## Records provided
###
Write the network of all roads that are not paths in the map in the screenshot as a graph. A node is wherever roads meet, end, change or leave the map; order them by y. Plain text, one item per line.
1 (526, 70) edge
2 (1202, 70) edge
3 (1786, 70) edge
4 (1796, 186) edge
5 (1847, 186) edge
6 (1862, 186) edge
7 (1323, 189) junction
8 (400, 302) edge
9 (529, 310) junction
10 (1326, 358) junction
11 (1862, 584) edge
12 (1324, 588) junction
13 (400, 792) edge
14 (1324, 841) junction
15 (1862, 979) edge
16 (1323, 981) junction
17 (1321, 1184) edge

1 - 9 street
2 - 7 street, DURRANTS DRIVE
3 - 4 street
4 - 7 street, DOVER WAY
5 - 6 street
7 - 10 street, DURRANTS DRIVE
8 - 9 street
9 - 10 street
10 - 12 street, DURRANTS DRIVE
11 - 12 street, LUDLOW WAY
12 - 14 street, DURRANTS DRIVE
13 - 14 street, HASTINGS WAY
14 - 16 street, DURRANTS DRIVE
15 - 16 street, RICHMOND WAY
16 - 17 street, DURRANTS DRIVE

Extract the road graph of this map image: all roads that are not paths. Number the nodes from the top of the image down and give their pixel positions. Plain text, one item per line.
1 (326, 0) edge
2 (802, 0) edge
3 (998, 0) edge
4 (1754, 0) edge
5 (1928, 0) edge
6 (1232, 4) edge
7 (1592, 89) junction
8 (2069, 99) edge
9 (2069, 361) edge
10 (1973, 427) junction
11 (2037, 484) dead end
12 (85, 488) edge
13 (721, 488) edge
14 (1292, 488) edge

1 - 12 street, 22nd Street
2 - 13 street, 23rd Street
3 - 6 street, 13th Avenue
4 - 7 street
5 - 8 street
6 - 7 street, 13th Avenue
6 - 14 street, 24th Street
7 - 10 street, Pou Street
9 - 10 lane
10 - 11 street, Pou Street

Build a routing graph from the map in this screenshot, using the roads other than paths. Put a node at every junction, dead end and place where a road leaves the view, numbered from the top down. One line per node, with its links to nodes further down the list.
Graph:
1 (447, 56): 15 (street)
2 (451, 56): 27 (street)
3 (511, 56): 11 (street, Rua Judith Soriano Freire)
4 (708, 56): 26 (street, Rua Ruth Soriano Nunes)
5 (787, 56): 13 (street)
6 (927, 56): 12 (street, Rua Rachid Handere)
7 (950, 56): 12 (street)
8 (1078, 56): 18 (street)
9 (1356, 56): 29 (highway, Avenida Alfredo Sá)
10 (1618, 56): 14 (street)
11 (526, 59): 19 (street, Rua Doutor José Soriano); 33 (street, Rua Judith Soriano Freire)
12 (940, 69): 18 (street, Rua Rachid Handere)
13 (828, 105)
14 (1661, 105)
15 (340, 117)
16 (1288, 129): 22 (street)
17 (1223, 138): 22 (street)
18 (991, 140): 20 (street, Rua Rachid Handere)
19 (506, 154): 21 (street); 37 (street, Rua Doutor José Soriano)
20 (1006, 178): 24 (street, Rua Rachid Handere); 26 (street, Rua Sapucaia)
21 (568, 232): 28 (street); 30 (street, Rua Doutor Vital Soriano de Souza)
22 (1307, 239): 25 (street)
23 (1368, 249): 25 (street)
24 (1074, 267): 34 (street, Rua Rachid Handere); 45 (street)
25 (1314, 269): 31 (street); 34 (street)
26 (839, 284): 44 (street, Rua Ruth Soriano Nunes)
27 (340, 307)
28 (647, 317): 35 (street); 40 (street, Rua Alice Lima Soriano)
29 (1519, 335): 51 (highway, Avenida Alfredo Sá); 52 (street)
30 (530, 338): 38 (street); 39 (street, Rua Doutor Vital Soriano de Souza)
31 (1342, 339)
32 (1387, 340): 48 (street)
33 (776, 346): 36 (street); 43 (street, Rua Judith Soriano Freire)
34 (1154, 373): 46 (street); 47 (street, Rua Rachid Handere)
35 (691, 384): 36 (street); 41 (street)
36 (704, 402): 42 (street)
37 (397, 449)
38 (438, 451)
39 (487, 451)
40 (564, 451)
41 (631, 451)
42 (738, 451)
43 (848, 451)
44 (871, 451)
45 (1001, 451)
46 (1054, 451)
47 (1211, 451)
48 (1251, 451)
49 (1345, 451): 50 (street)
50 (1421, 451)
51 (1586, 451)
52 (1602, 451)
###
## Exercise requirements
With no words changed, transcribe the records above.

## Expected answer
Write the network of all roads that are not paths in the map in the screenshot as a graph. A node is wherever roads meet, end, change or leave the map; order them by y. Plain text, one item per line.
1 (526, 70) edge
2 (1202, 70) edge
3 (1786, 70) edge
4 (1796, 186) edge
5 (1847, 186) edge
6 (1862, 186) edge
7 (1323, 189) junction
8 (400, 302) edge
9 (529, 310) junction
10 (1326, 358) junction
11 (1862, 584) edge
12 (1324, 588) junction
13 (400, 792) edge
14 (1324, 841) junction
15 (1862, 979) edge
16 (1323, 981) junction
17 (1321, 1184) edge

1 - 9 street
2 - 7 street, DURRANTS DRIVE
3 - 4 street
4 - 7 street, DOVER WAY
5 - 6 street
7 - 10 street, DURRANTS DRIVE
8 - 9 street
9 - 10 street
10 - 12 street, DURRANTS DRIVE
11 - 12 street, LUDLOW WAY
12 - 14 street, DURRANTS DRIVE
13 - 14 street, HASTINGS WAY
14 - 16 street, DURRANTS DRIVE
15 - 16 street, RICHMOND WAY
16 - 17 street, DURRANTS DRIVE

Extract the road graph of this map image: all roads that are not paths. Number the nodes from the top of the image down and give their pixel positions. Plain text, one item per line.
1 (326, 0) edge
2 (802, 0) edge
3 (998, 0) edge
4 (1754, 0) edge
5 (1928, 0) edge
6 (1232, 4) edge
7 (1592, 89) junction
8 (2069, 99) edge
9 (2069, 361) edge
10 (1973, 427) junction
11 (2037, 484) dead end
12 (85, 488) edge
13 (721, 488) edge
14 (1292, 488) edge

1 - 12 street, 22nd Street
2 - 13 street, 23rd Street
3 - 6 street, 13th Avenue
4 - 7 street
5 - 8 street
6 - 7 street, 13th Avenue
6 - 14 street, 24th Street
7 - 10 street, Pou Street
9 - 10 lane
10 - 11 street, Pou Street

Build a routing graph from the map in this screenshot, using the roads other than paths. Put a node at every junction, dead end and place where a road leaves the view, numbered from the top down. One line per node, with its links to nodes further down the list.
Graph:
1 (447, 56): 15 (street)
2 (451, 56): 27 (street)
3 (511, 56): 11 (street, Rua Judith Soriano Freire)
4 (708, 56): 26 (street, Rua Ruth Soriano Nunes)
5 (787, 56): 13 (street)
6 (927, 56): 12 (street, Rua Rachid Handere)
7 (950, 56): 12 (street)
8 (1078, 56): 18 (street)
9 (1356, 56): 29 (highway, Avenida Alfredo Sá)
10 (1618, 56): 14 (street)
11 (526, 59): 19 (street, Rua Doutor José Soriano); 33 (street, Rua Judith Soriano Freire)
12 (940, 69): 18 (street, Rua Rachid Handere)
13 (828, 105)
14 (1661, 105)
15 (340, 117)
16 (1288, 129): 22 (street)
17 (1223, 138): 22 (street)
18 (991, 140): 20 (street, Rua Rachid Handere)
19 (506, 154): 21 (street); 37 (street, Rua Doutor José Soriano)
20 (1006, 178): 24 (street, Rua Rachid Handere); 26 (street, Rua Sapucaia)
21 (568, 232): 28 (street); 30 (street, Rua Doutor Vital Soriano de Souza)
22 (1307, 239): 25 (street)
23 (1368, 249): 25 (street)
24 (1074, 267): 34 (street, Rua Rachid Handere); 45 (street)
25 (1314, 269): 31 (street); 34 (street)
26 (839, 284): 44 (street, Rua Ruth Soriano Nunes)
27 (340, 307)
28 (647, 317): 35 (street); 40 (street, Rua Alice Lima Soriano)
29 (1519, 335): 51 (highway, Avenida Alfredo Sá); 52 (street)
30 (530, 338): 38 (street); 39 (street, Rua Doutor Vital Soriano de Souza)
31 (1342, 339)
32 (1387, 340): 48 (street)
33 (776, 346): 36 (street); 43 (street, Rua Judith Soriano Freire)
34 (1154, 373): 46 (street); 47 (street, Rua Rachid Handere)
35 (691, 384): 36 (street); 41 (street)
36 (704, 402): 42 (street)
37 (397, 449)
38 (438, 451)
39 (487, 451)
40 (564, 451)
41 (631, 451)
42 (738, 451)
43 (848, 451)
44 (871, 451)
45 (1001, 451)
46 (1054, 451)
47 (1211, 451)
48 (1251, 451)
49 (1345, 451): 50 (street)
50 (1421, 451)
51 (1586, 451)
52 (1602, 451)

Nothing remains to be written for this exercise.